Can we say the same thing of 1889? Obviously not The contrast to-day is reversed. It is the English labourer who is worse housed, worse fed, clothed, taught; who has nothing of his own, who can never save; to whom the purchase of an acre of land is as much an impossibility as of a diamond necklace, and who may no more think to own a dairy than to own a race horse; who follows the plough for two shillings a day, and ends, when he drops, in the workhouse.
England has increased in these hundred years far more than France in population, in wealth, in commerce, in manufactures, in dominion, in resources, in general material prosperity — in all but in the condition of her rural labourer. In that she has gone back, perhaps positively; but relatively it is certain she has gone very far back. The English traveller in France to-day is amazed at the wealth, independence, and comfort of the French peasant. To Miss Betham-Edwards, who knows France well, it is a land of Goshen, flowing with milk and honey; the life of the peasant of Anjou, Brie, and La Vendee is one of idyllic prosperity ' delightful to behold.' The land tenure of England in 1789 was, as Young told the mob in the Doubs, far in advance of that of France— as far as that of France of 1889 is in advance of that of England now.

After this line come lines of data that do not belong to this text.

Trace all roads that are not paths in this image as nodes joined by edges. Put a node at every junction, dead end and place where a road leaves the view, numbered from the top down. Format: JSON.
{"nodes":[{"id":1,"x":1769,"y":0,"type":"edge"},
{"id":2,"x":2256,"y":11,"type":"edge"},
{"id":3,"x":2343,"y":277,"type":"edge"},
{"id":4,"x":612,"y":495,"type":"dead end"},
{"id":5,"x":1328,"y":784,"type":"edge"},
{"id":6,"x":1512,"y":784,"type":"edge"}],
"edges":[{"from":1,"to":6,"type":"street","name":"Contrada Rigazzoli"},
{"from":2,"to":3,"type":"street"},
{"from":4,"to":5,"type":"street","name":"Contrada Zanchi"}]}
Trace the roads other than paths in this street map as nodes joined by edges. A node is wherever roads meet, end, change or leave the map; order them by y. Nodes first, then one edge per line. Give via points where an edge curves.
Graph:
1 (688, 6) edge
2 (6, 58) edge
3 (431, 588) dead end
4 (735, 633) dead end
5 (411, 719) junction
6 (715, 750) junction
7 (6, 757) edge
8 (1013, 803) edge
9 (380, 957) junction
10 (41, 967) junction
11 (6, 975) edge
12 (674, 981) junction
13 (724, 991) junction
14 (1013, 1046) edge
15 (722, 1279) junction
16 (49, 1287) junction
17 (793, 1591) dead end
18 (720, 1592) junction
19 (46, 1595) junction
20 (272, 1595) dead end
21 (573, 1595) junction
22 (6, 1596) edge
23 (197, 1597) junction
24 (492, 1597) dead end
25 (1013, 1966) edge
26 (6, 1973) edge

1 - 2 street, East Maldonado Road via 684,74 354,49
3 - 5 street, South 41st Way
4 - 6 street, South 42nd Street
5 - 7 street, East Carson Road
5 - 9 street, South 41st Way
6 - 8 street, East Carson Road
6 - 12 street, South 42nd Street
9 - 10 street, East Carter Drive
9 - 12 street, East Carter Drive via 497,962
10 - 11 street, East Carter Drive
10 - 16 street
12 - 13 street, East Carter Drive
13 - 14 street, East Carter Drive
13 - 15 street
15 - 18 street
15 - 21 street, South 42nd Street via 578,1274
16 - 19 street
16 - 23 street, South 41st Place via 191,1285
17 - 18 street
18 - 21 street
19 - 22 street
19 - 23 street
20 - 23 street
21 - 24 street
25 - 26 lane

Our English great lords have not yet begun 'to skip again.' Land tenure in England to-day is essentially the same as it was in 1789. In France it has been wholly transformed by the Revolution private tours istanbul.
Arthur Young entirely recognises
There are in France now some eight million persons who own the soil, the great mass of whom are peasants. It is well known that the Revolution did not create this peasant land-ownership, but that in part it goes back to the earliest times of French history. Turgot, Necker, de Tocqueville, and a succession of historians have abundantly proved the fact. Arthur Young entirely recognises the truth, and tells us that one-third of the soil of France was already the property of the peasant. This estimate has been adopted by good French authorities; but Miss Betham-Edwards considers it an over-statement, and holds that the true proportion in 1789 was one-fourth.
In any case it is now much more than one-half. Not but that there is now in France a very great number also of large estates, and some that are immense when compared with the standard of England proper. It has indeed been estimated that positively, though not relatively, there are more great rural estates in France to-day than there are in England. The notion that the Revolution has extinguished great properties in France, is as utterly mistaken as the notion that the Revolution created the system of small properties. The important point is that since the Revolution every labourer has been able to acquire a portion of the soil; and a very large proportion of the adult population has already so done.
It is also likely that Young overrated the depth of the external discomfort that he saw. Under such a brutal system of fiscal and manorial oppression as was then rife, the farmer and the labourer carefully hide what wealth they may have, and deliberately assume the outer semblance of want, for fear of the tax-gatherer, the tithe proctor, and the landlord's bailiff. That has been seen in Ireland for centuries and may be still seen to-day. So the French peasant was not always so poor as he chose to appear in Arthur Young's eyes.